[Stored entries]
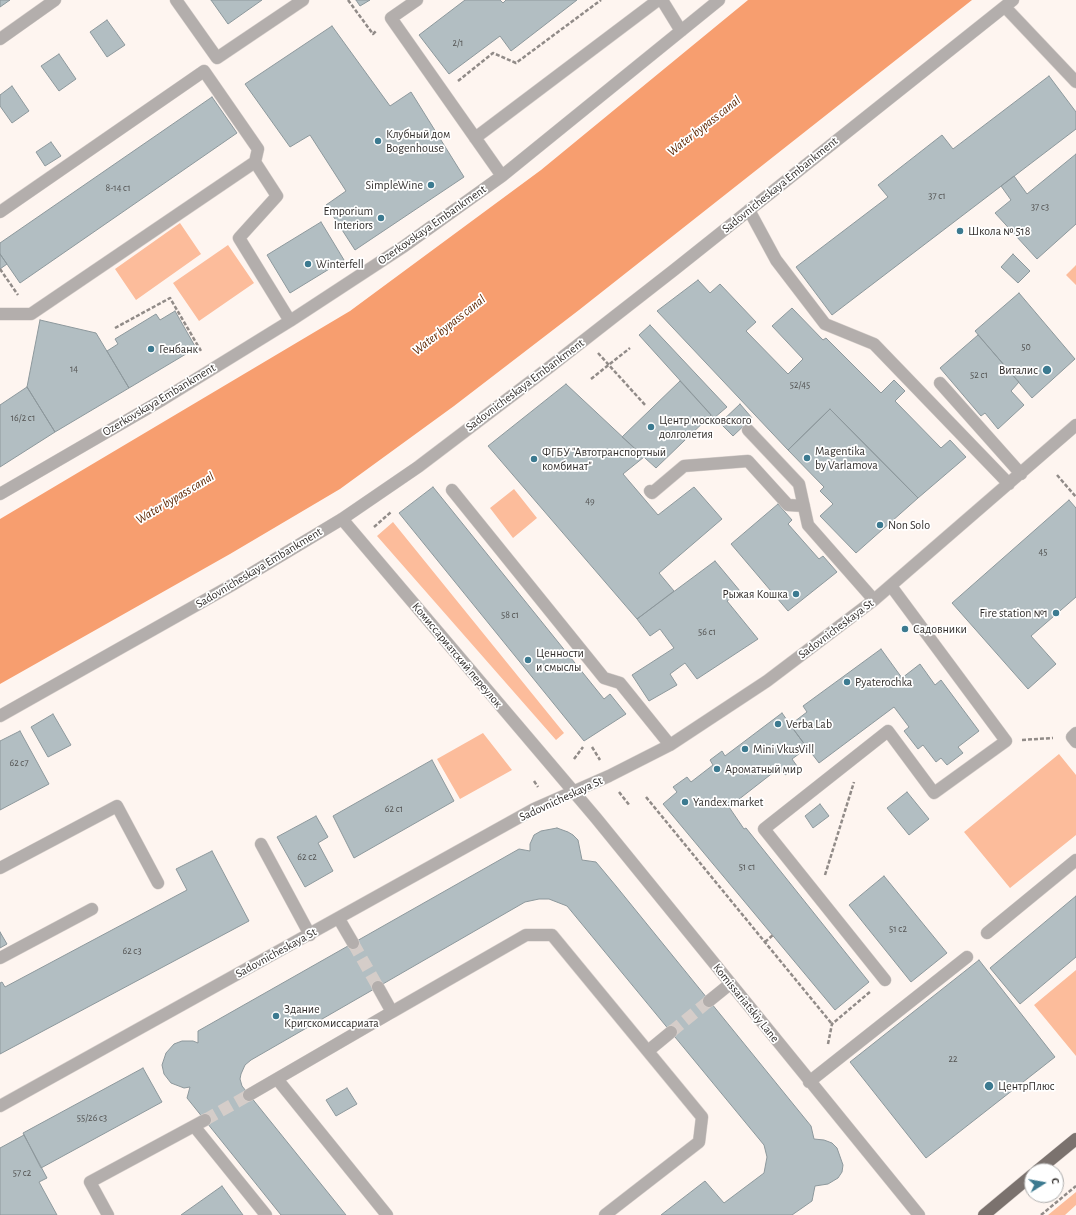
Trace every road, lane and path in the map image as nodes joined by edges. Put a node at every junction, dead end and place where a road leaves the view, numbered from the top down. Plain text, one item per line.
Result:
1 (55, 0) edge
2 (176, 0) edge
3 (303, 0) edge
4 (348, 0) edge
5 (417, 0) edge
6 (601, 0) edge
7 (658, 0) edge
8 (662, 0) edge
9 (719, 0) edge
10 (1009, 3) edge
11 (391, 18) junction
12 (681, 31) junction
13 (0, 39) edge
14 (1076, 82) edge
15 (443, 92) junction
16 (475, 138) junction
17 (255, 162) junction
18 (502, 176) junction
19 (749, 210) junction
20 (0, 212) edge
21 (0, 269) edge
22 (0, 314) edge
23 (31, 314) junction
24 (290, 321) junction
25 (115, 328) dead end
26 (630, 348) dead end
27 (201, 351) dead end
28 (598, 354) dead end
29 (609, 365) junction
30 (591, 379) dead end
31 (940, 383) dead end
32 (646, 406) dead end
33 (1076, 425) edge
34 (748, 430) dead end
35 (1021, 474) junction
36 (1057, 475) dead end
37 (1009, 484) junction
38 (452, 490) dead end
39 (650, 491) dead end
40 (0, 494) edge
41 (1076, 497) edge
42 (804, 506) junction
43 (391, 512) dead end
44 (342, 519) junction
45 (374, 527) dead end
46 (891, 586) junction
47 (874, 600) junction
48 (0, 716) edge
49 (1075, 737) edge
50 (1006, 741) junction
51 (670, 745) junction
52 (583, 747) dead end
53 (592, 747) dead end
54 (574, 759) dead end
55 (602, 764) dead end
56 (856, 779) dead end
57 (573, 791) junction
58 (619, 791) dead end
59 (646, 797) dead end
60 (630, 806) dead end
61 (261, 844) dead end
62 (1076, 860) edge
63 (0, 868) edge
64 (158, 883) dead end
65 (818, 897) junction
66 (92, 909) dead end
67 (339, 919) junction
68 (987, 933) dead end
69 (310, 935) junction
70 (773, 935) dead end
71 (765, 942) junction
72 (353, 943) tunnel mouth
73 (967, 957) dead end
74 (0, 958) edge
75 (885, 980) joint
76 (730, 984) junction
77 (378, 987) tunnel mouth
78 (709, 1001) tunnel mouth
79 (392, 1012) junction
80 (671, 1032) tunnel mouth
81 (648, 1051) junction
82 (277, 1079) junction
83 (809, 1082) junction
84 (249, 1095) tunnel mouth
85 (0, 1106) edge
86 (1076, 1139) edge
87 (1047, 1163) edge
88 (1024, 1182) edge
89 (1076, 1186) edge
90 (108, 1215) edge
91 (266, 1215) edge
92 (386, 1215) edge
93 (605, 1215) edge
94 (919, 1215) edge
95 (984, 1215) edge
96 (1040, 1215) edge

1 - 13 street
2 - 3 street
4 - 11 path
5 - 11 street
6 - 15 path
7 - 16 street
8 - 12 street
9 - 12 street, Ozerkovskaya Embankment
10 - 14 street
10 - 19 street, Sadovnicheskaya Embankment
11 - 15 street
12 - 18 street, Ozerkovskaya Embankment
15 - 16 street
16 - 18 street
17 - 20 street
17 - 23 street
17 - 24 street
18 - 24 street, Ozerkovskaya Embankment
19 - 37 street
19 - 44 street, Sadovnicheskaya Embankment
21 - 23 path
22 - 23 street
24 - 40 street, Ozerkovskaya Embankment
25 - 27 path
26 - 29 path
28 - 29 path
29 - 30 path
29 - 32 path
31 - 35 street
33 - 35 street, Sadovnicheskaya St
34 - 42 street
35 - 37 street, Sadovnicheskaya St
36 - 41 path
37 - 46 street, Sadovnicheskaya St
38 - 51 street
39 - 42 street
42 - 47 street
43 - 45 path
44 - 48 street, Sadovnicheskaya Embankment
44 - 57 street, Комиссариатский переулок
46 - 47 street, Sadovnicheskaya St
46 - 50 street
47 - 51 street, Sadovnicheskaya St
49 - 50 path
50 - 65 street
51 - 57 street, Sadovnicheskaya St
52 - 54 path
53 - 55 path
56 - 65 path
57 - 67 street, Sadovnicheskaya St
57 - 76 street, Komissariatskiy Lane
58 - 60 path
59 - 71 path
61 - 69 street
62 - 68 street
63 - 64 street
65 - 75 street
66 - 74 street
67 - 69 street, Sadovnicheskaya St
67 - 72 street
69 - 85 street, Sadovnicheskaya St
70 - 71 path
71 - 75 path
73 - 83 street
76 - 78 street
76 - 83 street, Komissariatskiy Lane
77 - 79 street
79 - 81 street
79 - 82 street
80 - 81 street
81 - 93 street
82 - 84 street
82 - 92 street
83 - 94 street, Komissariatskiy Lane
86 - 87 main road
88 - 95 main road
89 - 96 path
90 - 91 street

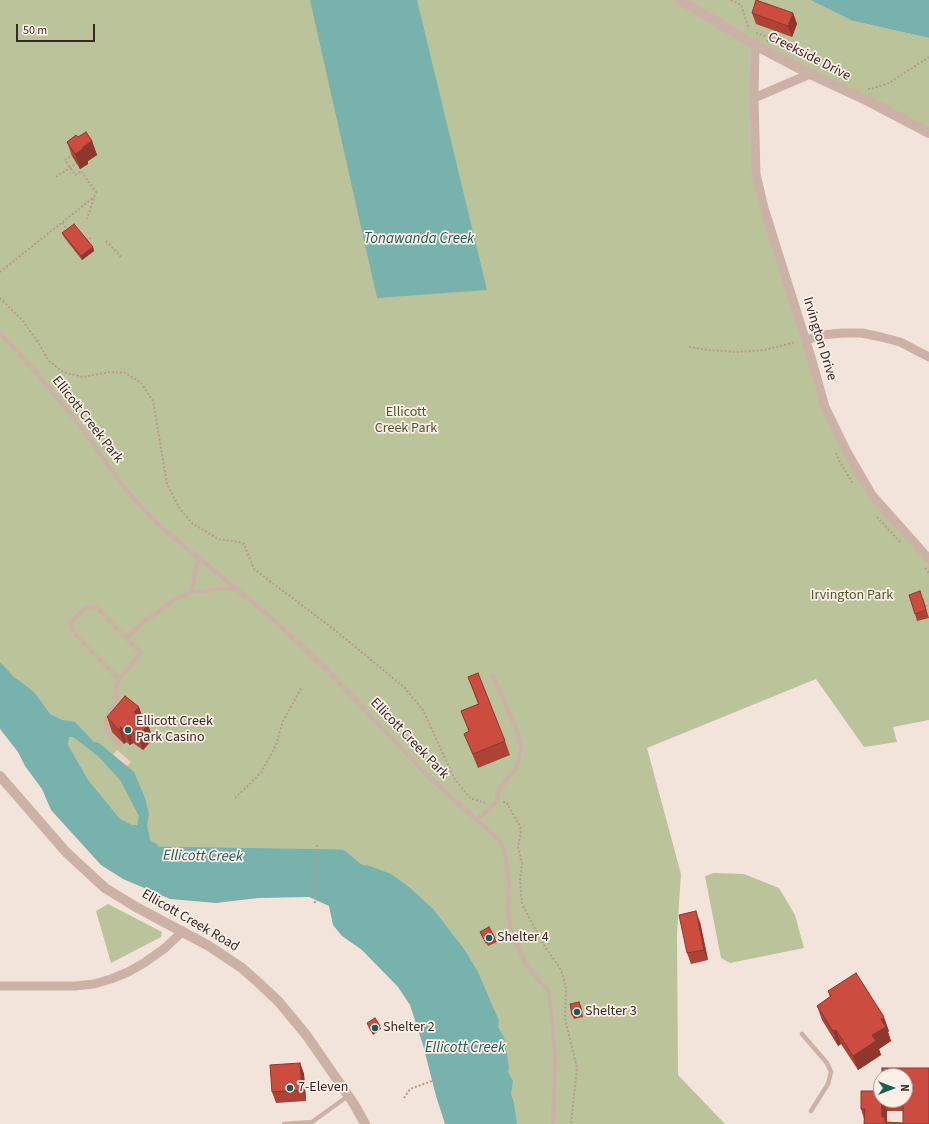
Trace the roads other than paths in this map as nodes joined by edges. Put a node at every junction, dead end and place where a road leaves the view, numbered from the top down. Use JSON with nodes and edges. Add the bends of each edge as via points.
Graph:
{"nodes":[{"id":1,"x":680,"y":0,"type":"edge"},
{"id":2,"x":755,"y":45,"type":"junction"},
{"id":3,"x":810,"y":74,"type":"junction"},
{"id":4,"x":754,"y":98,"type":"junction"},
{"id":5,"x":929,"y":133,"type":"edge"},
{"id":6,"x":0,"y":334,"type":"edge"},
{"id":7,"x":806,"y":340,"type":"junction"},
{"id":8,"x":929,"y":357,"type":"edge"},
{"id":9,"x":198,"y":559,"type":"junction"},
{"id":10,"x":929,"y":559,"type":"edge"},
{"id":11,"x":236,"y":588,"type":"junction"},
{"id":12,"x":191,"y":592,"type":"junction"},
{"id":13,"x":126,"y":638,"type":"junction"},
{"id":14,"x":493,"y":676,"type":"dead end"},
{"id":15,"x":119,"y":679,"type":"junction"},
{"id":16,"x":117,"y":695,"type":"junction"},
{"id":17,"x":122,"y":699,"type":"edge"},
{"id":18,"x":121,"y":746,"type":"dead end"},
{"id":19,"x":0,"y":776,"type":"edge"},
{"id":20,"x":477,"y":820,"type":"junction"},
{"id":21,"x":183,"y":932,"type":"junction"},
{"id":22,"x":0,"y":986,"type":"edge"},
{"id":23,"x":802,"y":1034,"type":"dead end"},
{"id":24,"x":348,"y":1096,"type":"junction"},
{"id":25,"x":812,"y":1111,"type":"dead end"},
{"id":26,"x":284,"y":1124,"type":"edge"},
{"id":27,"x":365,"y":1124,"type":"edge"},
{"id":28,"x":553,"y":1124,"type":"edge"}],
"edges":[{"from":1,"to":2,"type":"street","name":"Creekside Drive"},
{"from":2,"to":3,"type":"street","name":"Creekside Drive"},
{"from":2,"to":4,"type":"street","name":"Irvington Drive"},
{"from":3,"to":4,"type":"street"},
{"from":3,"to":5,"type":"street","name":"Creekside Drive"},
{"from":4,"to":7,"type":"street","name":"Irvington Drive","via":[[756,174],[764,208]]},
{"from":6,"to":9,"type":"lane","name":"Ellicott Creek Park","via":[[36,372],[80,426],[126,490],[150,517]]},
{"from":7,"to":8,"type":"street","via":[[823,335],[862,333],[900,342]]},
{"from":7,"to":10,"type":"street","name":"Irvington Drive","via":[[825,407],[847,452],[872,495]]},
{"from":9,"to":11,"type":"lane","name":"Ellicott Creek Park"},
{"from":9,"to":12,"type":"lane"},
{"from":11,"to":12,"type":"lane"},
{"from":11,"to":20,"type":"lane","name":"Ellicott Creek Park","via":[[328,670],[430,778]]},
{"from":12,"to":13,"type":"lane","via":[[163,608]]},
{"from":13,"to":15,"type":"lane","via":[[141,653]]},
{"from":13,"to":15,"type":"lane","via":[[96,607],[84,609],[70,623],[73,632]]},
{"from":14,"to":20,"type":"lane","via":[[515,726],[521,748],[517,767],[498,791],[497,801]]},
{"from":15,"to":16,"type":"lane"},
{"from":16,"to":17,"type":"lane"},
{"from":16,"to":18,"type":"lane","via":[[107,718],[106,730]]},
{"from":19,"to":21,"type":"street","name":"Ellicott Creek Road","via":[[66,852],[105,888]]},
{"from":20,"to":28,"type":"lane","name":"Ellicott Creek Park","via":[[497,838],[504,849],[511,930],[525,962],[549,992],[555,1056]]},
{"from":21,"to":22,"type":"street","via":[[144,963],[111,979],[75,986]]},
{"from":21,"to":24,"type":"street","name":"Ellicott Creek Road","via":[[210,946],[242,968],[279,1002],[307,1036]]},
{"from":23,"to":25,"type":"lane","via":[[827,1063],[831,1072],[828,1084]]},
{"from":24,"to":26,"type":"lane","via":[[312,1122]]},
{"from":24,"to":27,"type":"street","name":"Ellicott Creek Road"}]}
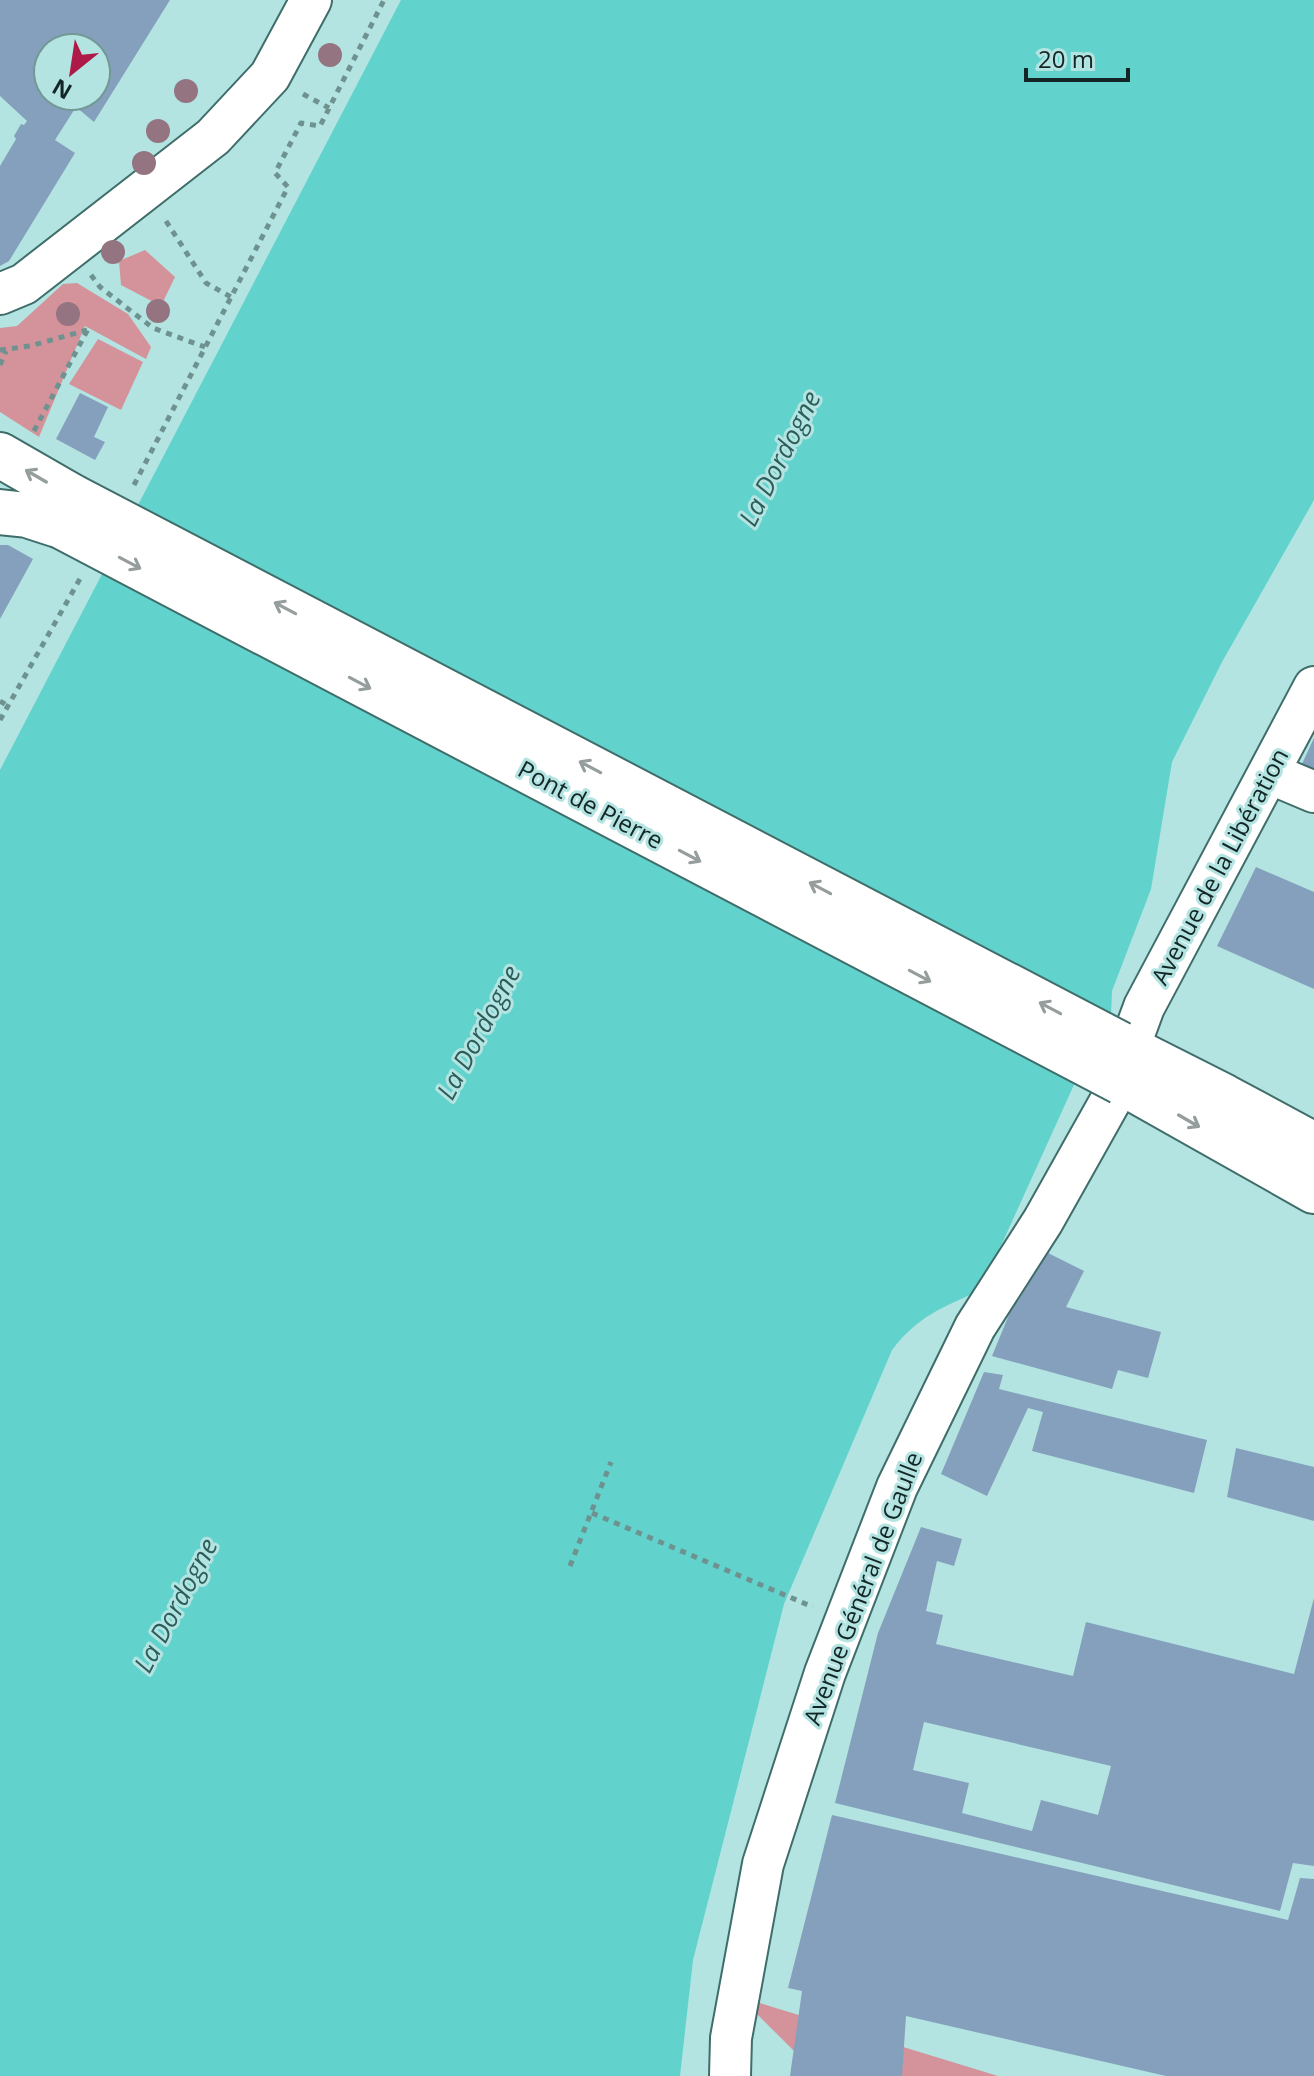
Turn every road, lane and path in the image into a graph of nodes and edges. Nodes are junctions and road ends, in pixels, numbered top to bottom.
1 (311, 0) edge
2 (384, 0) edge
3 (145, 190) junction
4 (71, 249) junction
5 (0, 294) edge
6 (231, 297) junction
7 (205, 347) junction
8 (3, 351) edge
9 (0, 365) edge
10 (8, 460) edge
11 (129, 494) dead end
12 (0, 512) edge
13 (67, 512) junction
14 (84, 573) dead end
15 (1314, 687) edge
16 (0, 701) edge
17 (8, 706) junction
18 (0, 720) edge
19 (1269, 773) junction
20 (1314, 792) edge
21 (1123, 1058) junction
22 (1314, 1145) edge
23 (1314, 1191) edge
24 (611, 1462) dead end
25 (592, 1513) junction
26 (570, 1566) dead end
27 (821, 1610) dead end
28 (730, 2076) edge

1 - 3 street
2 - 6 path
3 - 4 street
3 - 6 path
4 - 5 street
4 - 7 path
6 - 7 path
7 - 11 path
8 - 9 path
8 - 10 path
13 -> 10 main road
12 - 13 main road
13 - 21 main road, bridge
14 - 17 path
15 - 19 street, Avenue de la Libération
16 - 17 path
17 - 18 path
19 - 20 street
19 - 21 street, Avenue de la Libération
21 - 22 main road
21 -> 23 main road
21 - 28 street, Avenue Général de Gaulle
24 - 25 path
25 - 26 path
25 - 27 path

_Your task_. Copy out, in full, each line above that has the word "image" in it.

_Result for this task_.
Trace every road, lane and path in the map image as nodes joined by edges. Put a node at every junction, dead end and place where a road leaves the view, numbered from the top down. Plain text, one item per line.
Turn every road, lane and path in the image into a graph of nodes and edges. Nodes are junctions and road ends, in pixels, numbered top to bottom.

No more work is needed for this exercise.